# ASSIGNED TASK
Please find all lines in the data that hold the string "roads" and copy them.

# GIVEN RECORDS
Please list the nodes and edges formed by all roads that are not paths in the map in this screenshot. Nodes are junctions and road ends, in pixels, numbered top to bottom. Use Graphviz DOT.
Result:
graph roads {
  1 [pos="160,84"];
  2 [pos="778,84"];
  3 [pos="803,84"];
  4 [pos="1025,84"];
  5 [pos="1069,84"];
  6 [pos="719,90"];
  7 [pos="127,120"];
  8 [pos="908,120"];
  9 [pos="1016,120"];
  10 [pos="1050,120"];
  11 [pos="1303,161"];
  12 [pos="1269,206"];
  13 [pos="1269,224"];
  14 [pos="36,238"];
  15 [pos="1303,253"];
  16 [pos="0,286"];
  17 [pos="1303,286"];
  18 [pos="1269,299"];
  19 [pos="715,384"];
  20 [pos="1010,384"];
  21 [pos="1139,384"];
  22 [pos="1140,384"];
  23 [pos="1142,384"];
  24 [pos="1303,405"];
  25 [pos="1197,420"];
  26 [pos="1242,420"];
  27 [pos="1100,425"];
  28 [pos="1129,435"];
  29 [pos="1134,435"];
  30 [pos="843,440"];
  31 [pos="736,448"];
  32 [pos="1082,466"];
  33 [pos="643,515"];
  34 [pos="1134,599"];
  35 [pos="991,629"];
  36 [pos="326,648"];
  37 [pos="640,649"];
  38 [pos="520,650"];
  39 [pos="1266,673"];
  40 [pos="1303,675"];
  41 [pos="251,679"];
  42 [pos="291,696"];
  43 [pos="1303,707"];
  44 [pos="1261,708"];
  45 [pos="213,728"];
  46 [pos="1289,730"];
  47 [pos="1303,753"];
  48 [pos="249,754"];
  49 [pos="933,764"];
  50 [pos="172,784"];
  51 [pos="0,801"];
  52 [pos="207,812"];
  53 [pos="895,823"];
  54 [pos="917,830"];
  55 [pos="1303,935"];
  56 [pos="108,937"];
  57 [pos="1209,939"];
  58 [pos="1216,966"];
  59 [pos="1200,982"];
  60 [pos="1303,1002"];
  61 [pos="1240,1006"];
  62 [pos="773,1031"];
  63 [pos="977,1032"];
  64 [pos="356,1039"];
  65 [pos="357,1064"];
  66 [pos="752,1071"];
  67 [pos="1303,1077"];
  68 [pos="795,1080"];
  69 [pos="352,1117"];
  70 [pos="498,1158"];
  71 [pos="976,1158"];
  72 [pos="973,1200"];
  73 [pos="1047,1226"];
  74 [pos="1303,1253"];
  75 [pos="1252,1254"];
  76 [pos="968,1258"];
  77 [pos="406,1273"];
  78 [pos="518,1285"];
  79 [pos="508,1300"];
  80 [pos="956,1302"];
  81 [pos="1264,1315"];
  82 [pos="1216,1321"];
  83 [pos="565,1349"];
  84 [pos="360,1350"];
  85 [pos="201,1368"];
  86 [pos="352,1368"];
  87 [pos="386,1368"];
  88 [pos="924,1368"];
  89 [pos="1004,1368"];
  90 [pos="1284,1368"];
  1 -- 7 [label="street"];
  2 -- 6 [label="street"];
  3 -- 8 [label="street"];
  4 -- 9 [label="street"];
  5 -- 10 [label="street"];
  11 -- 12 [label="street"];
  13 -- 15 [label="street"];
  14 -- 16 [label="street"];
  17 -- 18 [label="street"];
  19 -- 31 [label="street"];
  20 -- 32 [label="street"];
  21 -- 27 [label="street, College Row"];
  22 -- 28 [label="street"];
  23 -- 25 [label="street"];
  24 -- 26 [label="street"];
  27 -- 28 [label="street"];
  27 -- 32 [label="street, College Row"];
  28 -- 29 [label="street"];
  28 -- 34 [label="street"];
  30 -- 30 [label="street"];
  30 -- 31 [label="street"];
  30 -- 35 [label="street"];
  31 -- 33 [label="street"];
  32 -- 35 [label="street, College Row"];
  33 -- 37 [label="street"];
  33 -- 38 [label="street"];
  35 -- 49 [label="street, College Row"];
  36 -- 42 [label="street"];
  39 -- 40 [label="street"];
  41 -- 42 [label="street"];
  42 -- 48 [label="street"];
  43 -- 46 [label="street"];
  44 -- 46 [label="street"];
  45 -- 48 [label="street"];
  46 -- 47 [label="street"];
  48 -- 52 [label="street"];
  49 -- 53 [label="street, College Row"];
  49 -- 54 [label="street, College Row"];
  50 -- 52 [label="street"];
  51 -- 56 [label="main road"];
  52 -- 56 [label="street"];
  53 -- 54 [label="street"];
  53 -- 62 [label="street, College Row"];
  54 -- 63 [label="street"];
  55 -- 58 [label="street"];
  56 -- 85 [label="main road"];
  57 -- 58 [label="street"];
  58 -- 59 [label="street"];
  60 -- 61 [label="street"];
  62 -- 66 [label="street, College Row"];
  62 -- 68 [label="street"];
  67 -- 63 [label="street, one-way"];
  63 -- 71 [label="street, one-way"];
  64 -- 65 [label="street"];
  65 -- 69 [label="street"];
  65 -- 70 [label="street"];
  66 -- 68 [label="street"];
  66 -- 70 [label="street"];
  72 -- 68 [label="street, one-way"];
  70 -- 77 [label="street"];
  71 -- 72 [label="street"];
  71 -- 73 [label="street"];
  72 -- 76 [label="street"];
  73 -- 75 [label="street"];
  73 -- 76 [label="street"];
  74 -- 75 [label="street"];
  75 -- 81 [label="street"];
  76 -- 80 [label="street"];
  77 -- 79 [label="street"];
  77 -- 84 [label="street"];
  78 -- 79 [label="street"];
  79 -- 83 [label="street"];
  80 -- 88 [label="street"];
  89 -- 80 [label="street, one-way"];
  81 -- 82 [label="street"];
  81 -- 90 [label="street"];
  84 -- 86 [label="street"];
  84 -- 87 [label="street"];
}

# RESULT FOR THIS TASK
Please list the nodes and edges formed by all roads that are not paths in the map in this screenshot. Nodes are junctions and road ends, in pixels, numbered top to bottom. Use Graphviz DOT.
graph roads {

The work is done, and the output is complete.